He went back to Central with a title as 'Hero' he didn't deserve, a post out East, and the smell of charred flesh following him wherever he went.
Maes wasn't coming with him … but at least Hawkeye was.
When Roy turned twenty-two, he had two people he could trust and less than ten he could tolerate. He got his own men and he trained them well, scouting for the like minded and the talented, the ones that were overlooked because they were young or brash or stiff or too smart or too kind for their own good.
The kind of people that would follow Roy into hell, and the hellfire he brought with him.
He was the youngest Lieutenant Colonel in history, and dammit he wasn't going to stop there.
When Roy turned twenty-three he celebrated with nightmares and a letter full of code disguised as birthday wishes. The years since the war between them had been full of talk tantamount to treason - if only not explicitly outlawed because no one had ever really gone so far as to comment on democracy and socialism and fascism and communism - and Roy and Maes traded ideas and debated concepts like they had been doing it all their lives.
Part of Roy was growing sure that, somehow, Maes actually had.
And every piece of intel and idea and thought experiment and hypothetical revolution was invaluable, because he would need all of it. To stage his revolution and to protect his from the next.
And Maes never said a peep on where he got it all from.
It was Madame Christmas, not Roy, who found the book first.
They hadn't talked for years, not since Roy became unworthy to call The Bar his home, but one day he wakes up to find a courier parcel dropped outside his shitty military apartment. One with the word 'Boy' written on it in an achingly familiar hand.
He couldn't open it for two days. Nearly bit Fuery's head off before Hawkeye told him - in no uncertain terms - to get himself together or get a bullet to the knee.
'Read it and use it,' Madame Christmas wrote on the inside cover. 'And if you have an ounce of sense, come home for a drink before your sisters mob East Command.'
Short and blunt. Felt like home.
A Perspective on Government by Thomas R. Mason.
It was dangerous. Like how Roy was dangerous - how Maes was dangerous. And it was the kind of dangerous that was very familiar.
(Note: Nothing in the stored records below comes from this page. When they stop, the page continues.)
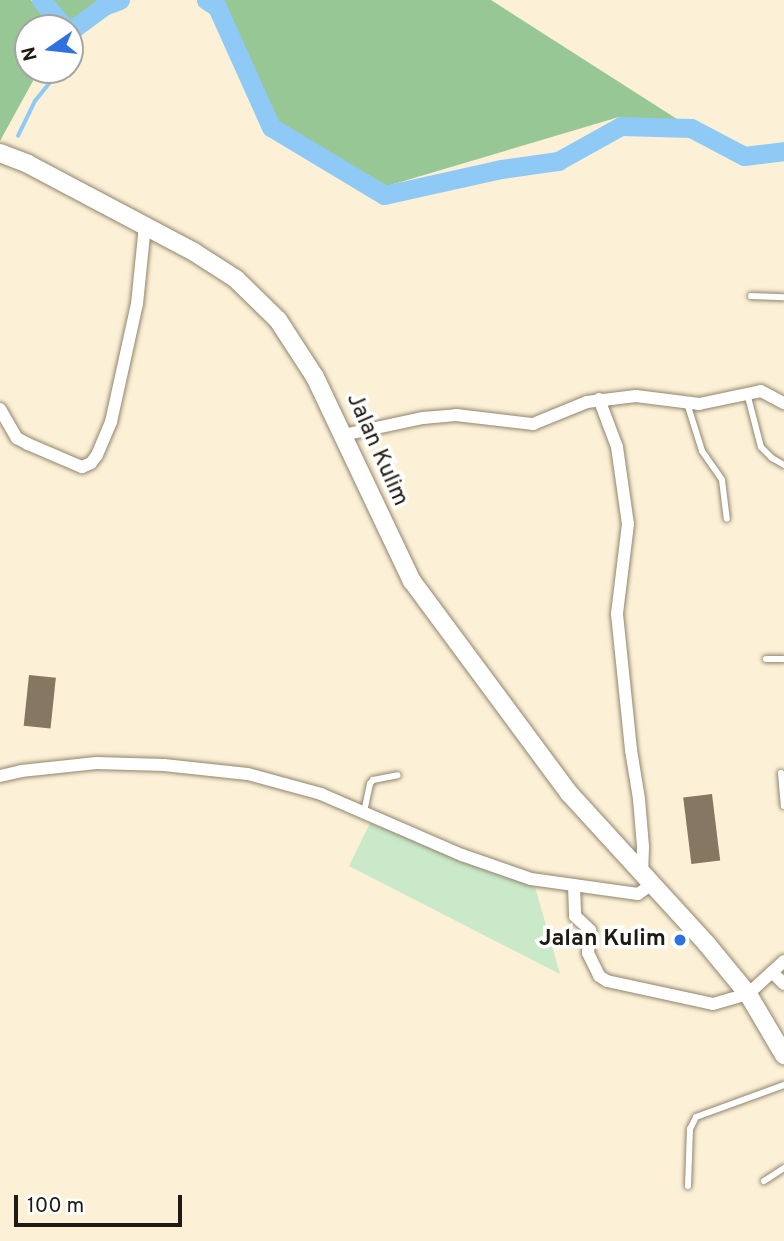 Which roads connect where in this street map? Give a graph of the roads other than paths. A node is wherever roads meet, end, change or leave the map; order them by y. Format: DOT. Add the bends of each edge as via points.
graph roads {
  1 [pos="0,153"];
  2 [pos="145,225"];
  3 [pos="751,296"];
  4 [pos="784,297"];
  5 [pos="747,393"];
  6 [pos="599,399"];
  7 [pos="687,403"];
  8 [pos="784,403"];
  9 [pos="0,409"];
  10 [pos="343,435"];
  11 [pos="784,465"];
  12 [pos="727,519"];
  13 [pos="766,659"];
  14 [pos="784,659"];
  15 [pos="781,772"];
  16 [pos="398,775"];
  17 [pos="0,776"];
  18 [pos="784,806"];
  19 [pos="364,814"];
  20 [pos="647,879"];
  21 [pos="574,885"];
  22 [pos="784,961"];
  23 [pos="772,972"];
  24 [pos="784,984"];
  25 [pos="748,994"];
  26 [pos="784,1055"];
  27 [pos="784,1084"];
  28 [pos="784,1168"];
  29 [pos="764,1181"];
  30 [pos="688,1186"];
  1 -- 2 [label="main road, Jalan Kulim"];
  2 -- 9 [label="street" via="137,304 111,422 97,456 82,467 28,444 17,438"];
  2 -- 10 [label="main road, Jalan Kulim" via="236,279 278,320 316,377"];
  3 -- 4 [label="lane"];
  5 -- 7 [label="street" via="718,402"];
  5 -- 8 [label="street" via="761,391"];
  5 -- 11 [label="lane" via="761,447"];
  6 -- 7 [label="street" via="636,396"];
  6 -- 10 [label="street" via="533,425 457,415"];
  6 -- 20 [label="street" via="617,447 628,524 617,614"];
  7 -- 12 [label="lane" via="702,451 722,480"];
  10 -- 20 [label="main road, Jalan Kulim" via="412,582 569,793"];
  13 -- 14 [label="lane"];
  15 -- 18 [label="lane"];
  16 -- 19 [label="lane" via="369,784"];
  17 -- 19 [label="street" via="97,763 176,766 248,774 321,794"];
  19 -- 21 [label="street" via="531,879"];
  20 -- 21 [label="street" via="638,894"];
  20 -- 25 [label="main road, Jalan Kulim"];
  21 -- 25 [label="street" via="575,916 590,930 588,953 599,976 713,1004"];
  22 -- 23 [label="street"];
  23 -- 24 [label="street"];
  23 -- 25 [label="street"];
  25 -- 26 [label="main road, Jalan Kulim"];
  27 -- 30 [label="lane" via="696,1117 690,1129"];
  28 -- 29 [label="lane"];
}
Every concept Maes and he had discussed over the years, and even more, was within these pages in glaringly clear text. It was power, unimaginable power, and the name 'Mason' close to damming.
But a quote stood out:
" It must be said, however, that as much as the change of government is inevitable, the war that may come with such a revolution is not. At least, not necessarily. War is the result of stupidity, whereas a quiet revolution is an act of genius. And furthermore, it must be noted that the people must not shy away from violence on principle alone, and treat violence as anathema to such a quiet revolution, as violence is as much an aspect of change as peace - all is one and one is all, and change would not exist without two sides to the coin."
Those were the words of a genius. Of a madman. And, Roy could scarcely believe, of an alchemist .
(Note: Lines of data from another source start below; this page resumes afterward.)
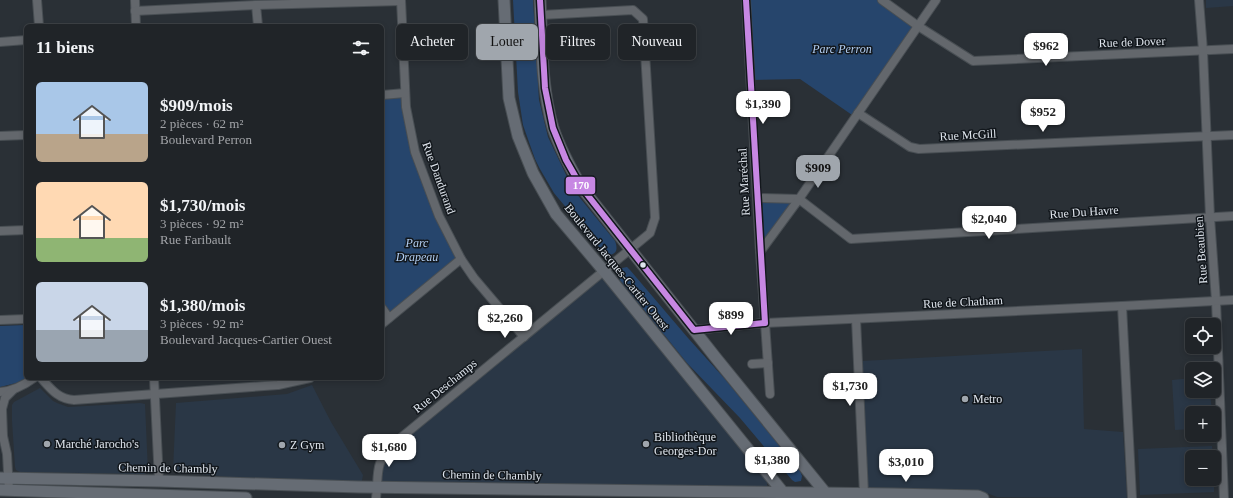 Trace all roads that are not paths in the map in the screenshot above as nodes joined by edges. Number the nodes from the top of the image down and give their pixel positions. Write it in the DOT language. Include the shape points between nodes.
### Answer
graph roads {
  1 [pos="37,0"];
  2 [pos="135,0"];
  3 [pos="504,0"];
  4 [pos="540,0"];
  5 [pos="746,0"];
  6 [pos="882,0"];
  7 [pos="936,0"];
  8 [pos="1199,0"];
  9 [pos="401,1"];
  10 [pos="256,5"];
  11 [pos="135,12"];
  12 [pos="541,15"];
  13 [pos="39,24"];
  14 [pos="136,24"];
  15 [pos="258,24"];
  16 [pos="918,26"];
  17 [pos="24,40"];
  18 [pos="0,42"];
  19 [pos="1233,49"];
  20 [pos="1203,51"];
  21 [pos="405,93"];
  22 [pos="384,95"];
  23 [pos="858,113"];
  24 [pos="24,135"];
  25 [pos="1233,135"];
  26 [pos="0,136"];
  27 [pos="1206,136"];
  28 [pos="757,198"];
  29 [pos="799,199"];
  30 [pos="1233,216"];
  31 [pos="1210,217"];
  32 [pos="24,230"];
  33 [pos="0,231"];
  34 [pos="630,248"];
  35 [pos="760,252"];
  36 [pos="461,259"];
  37 [pos="604,271"];
  38 [pos="1233,300"];
  39 [pos="1216,301"];
  40 [pos="1122,306"];
  41 [pos="384,311"];
  42 [pos="389,318"];
  43 [pos="24,319"];
  44 [pos="856,319"];
  45 [pos="0,320"];
  46 [pos="384,322"];
  47 [pos="765,323"];
  48 [pos="694,330"];
  49 [pos="524,338"];
  50 [pos="768,363"];
  51 [pos="752,364"];
  52 [pos="31,380"];
  53 [pos="43,380"];
  54 [pos="154,380"];
  55 [pos="289,380"];
  56 [pos="278,381"];
  57 [pos="13,390"];
  58 [pos="0,392"];
  59 [pos="770,394"];
  60 [pos="155,395"];
  61 [pos="767,473"];
  62 [pos="4,478"];
  63 [pos="158,481"];
  64 [pos="4,490"];
  65 [pos="377,492"];
  66 [pos="761,492"];
  67 [pos="864,494"];
  68 [pos="785,495"];
  69 [pos="827,496"];
  70 [pos="246,498"];
  71 [pos="983,498"];
  72 [pos="1132,498"];
  73 [pos="1224,498"];
  1 -- 13 [label="street"];
  2 -- 11 [label="street"];
  3 -- 37 [label="main road, Boulevard Jacques-Cartier Ouest" via="509,98 518,136 533,173 556,214"];
  4 -- 12 [label="main road, Boulevard Jacques-Cartier Ouest"];
  5 -- 28 [label="street, Rue Maréchal"];
  6 -- 16 [label="street, Rue de Dover"];
  7 -- 16 [label="street"];
  8 -- 20 [label="street, Rue Beaubien"];
  9 -- 10 [label="street"];
  9 -- 21 [label="street, Rue Dandurand"];
  10 -- 11 [label="street"];
  10 -- 15 [label="street"];
  11 -- 14 [label="street"];
  12 -- 34 [label="main road, Boulevard Jacques-Cartier Ouest" via="545,88 553,128 566,160 582,188"];
  12 -- 34 [label="street, Rue Deschamps" via="634,10 643,19 655,218 650,233"];
  16 -- 20 [label="street, Rue de Dover" via="973,61"];
  16 -- 23 [label="street"];
  17 -- 18 [label="street"];
  19 -- 20 [label="street, Rue de Dover"];
  20 -- 27 [label="street, Rue Beaubien"];
  21 -- 22 [label="street"];
  21 -- 36 [label="street, Rue Dandurand" via="415,152 439,216"];
  23 -- 27 [label="street, Rue McGill" via="910,147 919,149"];
  23 -- 29 [label="street"];
  24 -- 26 [label="street"];
  25 -- 27 [label="street, Rue McGill"];
  27 -- 31 [label="street, Rue Beaubien"];
  28 -- 29 [label="street"];
  28 -- 35 [label="street, Rue Maréchal"];
  29 -- 31 [label="street, Rue Du Havre" via="851,239"];
  29 -- 35 [label="street"];
  30 -- 31 [label="street, Rue Du Havre"];
  31 -- 39 [label="street, Rue Beaubien"];
  32 -- 33 [label="street"];
  34 -- 37 [label="street, Rue Deschamps"];
  34 -- 48 [label="main road, Boulevard Jacques-Cartier Ouest"];
  35 -- 47 [label="street, Rue Maréchal"];
  36 -- 42 [label="street"];
  36 -- 49 [label="street, Rue Dandurand"];
  37 -- 49 [label="street, Rue Deschamps"];
  37 -- 61 [label="main road, Boulevard Jacques-Cartier Ouest"];
  38 -- 39 [label="street, Rue de Chatham"];
  39 -- 40 [label="street, Rue de Chatham"];
  39 -- 73 [label="street, Rue Beaubien"];
  40 -- 44 [label="street, Rue de Chatham"];
  40 -- 72 [label="street"];
  41 -- 42 [label="street"];
  42 -- 46 [label="street"];
  43 -- 45 [label="street"];
  44 -- 47 [label="street, Rue de Chatham"];
  44 -- 67 [label="street"];
  47 -- 48 [label="street, Rue de Chatham"];
  47 -- 50 [label="street, Rue Maréchal"];
  48 -- 69 [label="main road, Boulevard Jacques-Cartier Ouest"];
  49 -- 65 [label="street, Rue Deschamps" via="385,452 378,469"];
  50 -- 51 [label="street"];
  50 -- 59 [label="street, Rue Maréchal"];
  52 -- 57 [label="street"];
  53 -- 60 [label="street" via="56,394 69,400"];
  54 -- 60 [label="street"];
  55 -- 56 [label="street"];
  56 -- 60 [label="street"];
  57 -- 58 [label="street"];
  57 -- 62 [label="street" via="5,398 2,409 7,454"];
  60 -- 63 [label="street"];
  61 -- 66 [label="main road" via="767,486"];
  61 -- 68 [label="main road, Boulevard Jacques-Cartier Ouest"];
  62 -- 63 [label="main road, Chemin de Chambly"];
  62 -- 64 [label="street"];
  63 -- 65 [label="main road, Chemin de Chambly"];
  64 -- 70 [label="main road"];
  65 -- 66 [label="main road, Chemin de Chambly"];
  66 -- 68 [label="main road, Chemin de Chambly"];
  67 -- 69 [label="main road, Chemin de Chambly"];
  67 -- 71 [label="main road, Chemin de Chambly"];
  68 -- 69 [label="main road, Chemin de Chambly"];
}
And as far as Roy knew, Maes Hughes was no alchemist.
And Maes, when written to, denied any involvement, and for all his lies … Roy believed him.
When Roy turned twenty-four, he went home to The Bar and sat down next to Madame Christmas and … had a drink.
He brought his copy of A Perspective for inspection, battered and worn and covered in coded annotations in The Bar's style. It was met with Madame Christmas' quiet approval.
He started visiting more after that.
A Perspective on Government was banned in all legal circles - pretty much guaranteeing a loyal and borderline cult following in less legal ones. One of Roy's many duties when working towards his redemption was to sit with the more politically minded staff of The Bar and break down exactly what the book was saying.
He had what may amount to an insider's perspective, after all.
When Roy turned twenty-five, he realized that he was a Lieutenant Colonel and a 'war hero' and the youngest state alchemist in history. He had men under his command and, other than Maes, he had more intimate knowledge about the revolution of a government than anyone in the entirety of Amestris.
Except for, it seemed, Thomas R. Mason and a new player on the field - Rey W. Lawrence.
An Understanding of Power was a book on lies and manipulation, from governments and lovers to criminals and soldiers - and this Rey W. Lawrence wrote a preface for it.
A quote stood out:
'To grow up around lies can make words meaningless. To grow up when words are meaningless makes promises disposable. The only way to overcome the lies that we must tell, to survive and thrive, is to ensure that our genuine word is our bond. To speak plainly is a rarity, to be blunt a gift. An Understanding is such a gift, and although I may have not written it I still give it all the same. To each and every one of the people in this world who cannot believe another's words, but still decide to trust all the same.'
'Rey' he called himself. Roy had to hold back a snort at that. It was a nod to him, he was sure, that Maes couldn't help but include.
"Are you trying to say the same?" Roy asked cryptically, wondering if Maes would try and deny his involvement yet again. No doubt with even more completely truthful loopholes.
"I wouldn't say that," Maes answered back with a smirk in his voice he didn't bother to hide.
"I want to meet him," Roy slipped in later, meaning both Mason and the ever elusive Van Hohenheim.
"You know, maybe he's a woman!" Maes had exclaimed, a joke and a layer of truth all at once. "No one can pin down what this guy looks like, after all."
A woman who knew all that.
Roy may have fallen a bit in love at an idea like that.
When Roy turned twenty-six, he used a letter and some rumors to hunt down two talented alchemists in Rosembol, far east.
Instead he found two genii, foolish children who lost everything to try and bring back their mother.
He left an offer to the elder - and hoped in equal measure that he would hurry on and grow up already, and that he would run while he still could.
Roy visited Maes partially on a whim, and partially to have a slightly less coded talk about who exactly Mason was. Due to timing issues, he found himself wandering around Central's more residential area when he spotted the wares.
Pots, pans, clay. Art and whimsical glass. Every piece of value and sturdy and still appealing to the eye.
And every piece made by a very talented alchemist.
"The Timber Wolf?" Roy read aloud when he walked into the room, spotting the amaturely painted sign. And then his eyes locked on the symbol painted in a simplified manor underneath the careful lettering.
Stability and safety, an archaic symbol with considerable power, disguised as a simple caricature of a wolf drawn with blue paint.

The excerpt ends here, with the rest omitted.